AdWords is an incredibly successful program. Google's  innovation has been to mine anonymous user data to narrowly target the ads, displaying only ads relevant to a user's search or the content of an email or blog post. Both Google and the site owner gain revenue from displaying the ads, the advertiser gains access to the narrow subset of consumers most likely interested in what the advertiser is promoting via the ad.

As an example if you email your friend about coaching little league baseball, and you happen to mention that you live in San Francisco, you'll likely see AdWord ads for the Giants, Major League Baseball, and maybe someone like Easton, a maker of baseball bats. Old news, right? This all makes sense. The baseball emailer isn't stuck skimming ads about perfume or a shoe sale at Neiman Marcus or low-cost flights to London -- those ads would feel irrelevant, and would be a waste of everyone's time and money.

More controversially, Google also made a practice of selling ad space based on the user's input of trademarked terms. So if I did a search for "SF Giants," the official trademark of a professional baseball team, an ad for the Giants' hated rival, the LA Dodgers,  or for MLB fans against steroids might show up. Makes sense, right? Why always preach to the converted; sometimes it's most effective to spread a message to those who might be directly opposed.

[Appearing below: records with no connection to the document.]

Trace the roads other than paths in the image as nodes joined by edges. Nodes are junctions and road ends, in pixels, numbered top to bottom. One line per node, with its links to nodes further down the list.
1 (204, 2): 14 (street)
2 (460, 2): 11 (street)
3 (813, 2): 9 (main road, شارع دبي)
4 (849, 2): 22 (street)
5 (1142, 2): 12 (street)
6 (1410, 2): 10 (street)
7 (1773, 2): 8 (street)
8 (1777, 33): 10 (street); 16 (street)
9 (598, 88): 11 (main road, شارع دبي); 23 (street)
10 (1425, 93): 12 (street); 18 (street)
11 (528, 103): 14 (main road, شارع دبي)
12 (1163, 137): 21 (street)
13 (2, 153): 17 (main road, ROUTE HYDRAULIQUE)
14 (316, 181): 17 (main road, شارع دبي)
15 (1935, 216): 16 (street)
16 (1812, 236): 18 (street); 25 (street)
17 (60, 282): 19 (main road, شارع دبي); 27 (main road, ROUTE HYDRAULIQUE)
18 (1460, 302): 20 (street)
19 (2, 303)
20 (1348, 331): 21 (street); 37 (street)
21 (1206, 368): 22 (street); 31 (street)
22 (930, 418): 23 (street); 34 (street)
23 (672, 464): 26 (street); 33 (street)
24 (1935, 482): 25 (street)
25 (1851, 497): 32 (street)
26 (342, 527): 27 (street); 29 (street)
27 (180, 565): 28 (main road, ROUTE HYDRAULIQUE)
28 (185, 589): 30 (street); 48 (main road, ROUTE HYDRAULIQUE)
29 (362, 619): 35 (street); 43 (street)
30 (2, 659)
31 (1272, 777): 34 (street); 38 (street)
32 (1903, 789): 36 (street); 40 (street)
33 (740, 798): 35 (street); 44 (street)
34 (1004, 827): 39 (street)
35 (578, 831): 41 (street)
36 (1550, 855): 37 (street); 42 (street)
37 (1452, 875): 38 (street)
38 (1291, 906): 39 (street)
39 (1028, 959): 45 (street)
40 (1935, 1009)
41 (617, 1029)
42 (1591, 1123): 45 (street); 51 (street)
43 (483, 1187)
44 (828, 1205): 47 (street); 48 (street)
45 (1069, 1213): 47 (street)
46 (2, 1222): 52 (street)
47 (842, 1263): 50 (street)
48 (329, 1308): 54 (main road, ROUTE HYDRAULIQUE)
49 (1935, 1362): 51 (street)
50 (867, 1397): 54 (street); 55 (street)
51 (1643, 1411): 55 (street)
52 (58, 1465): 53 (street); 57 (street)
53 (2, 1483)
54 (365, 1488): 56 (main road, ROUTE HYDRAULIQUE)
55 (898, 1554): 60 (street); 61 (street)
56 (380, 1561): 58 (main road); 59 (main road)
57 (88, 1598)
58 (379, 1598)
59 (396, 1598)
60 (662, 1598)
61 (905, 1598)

More importantly, because Google was willing to sell the rights to any term to the highest bidder -- regardless of who owned the trademark -- to anyone who wanted to buy those rights, Google removed the need for them to make any decision about who should or should not be able to advertise to whom. As such, Google refrained from refusing to allow anyone to speak (so long as they were willing to pay for the ad). In so doing, they also refrained from infringing on any person's First Amendment right to speak and express themselves freely.

Problems arise because there is only a limited amount of real estate available for ads on any given web page. As such, company A's competitor, company B could, theoretically, buy up all access to A's available ad space in order to promote B's product. So while a search for A would show A's website as the first search result, all of the ad's next to that link would point to B's products... and there would be nothing that A could do to stop it.

When this started happening, a number of companies in A's situation felt that their opponents were playing dirty. Worse, they felt that Google, in selling their trademarked company or product name, was violating their right to control those words, which they owned. So, of course, they sued Google.

Trademark law, fundamentally, balances the need of a company to develop a brand and the need of consumers to know the source of a product (important when evaluating aspects such as quality or reliability) against constitutionally-protected free speech.

The first court to hear this challenge to Google's practice felt that Google was balancing free speech and trademark rights in an acceptable manner. The plaintiff appealed, and the Second Circuit this week overruled the lower court's decision. In seeking a middle-ground, however, the Second Circuit muddied the waters.

Today's ruling does not say that buying or selling a trademark as a search keyword necessarily infringes the trademark. The trademark owner still must prove that consumers are confused. The Second Circuit seemed to think that was shield enough for the likes of Google.

But this ignores the financial realities of litigation, and how those realities condition the business decisions of intermediaries. Google and advertisers who participate in the AdWords program have been targeted nationwide in a large number of lawsuits. The Second Circuit's ruling today makes it difficult for these defendants to get rid of these cases on purely legal grounds. Litigating a trademark case past this point, to summary judgement or trial, requires a substantial financial investment that most companies simply won’t want to make, even if they are confident they will win in the end. (Witness Blockshopper’s decision last month to settle with Jones Day after BlockShopper lost its motion to dismiss Jones Day’s trademark suit, even though the case was was widely ridiculed as preposterous.)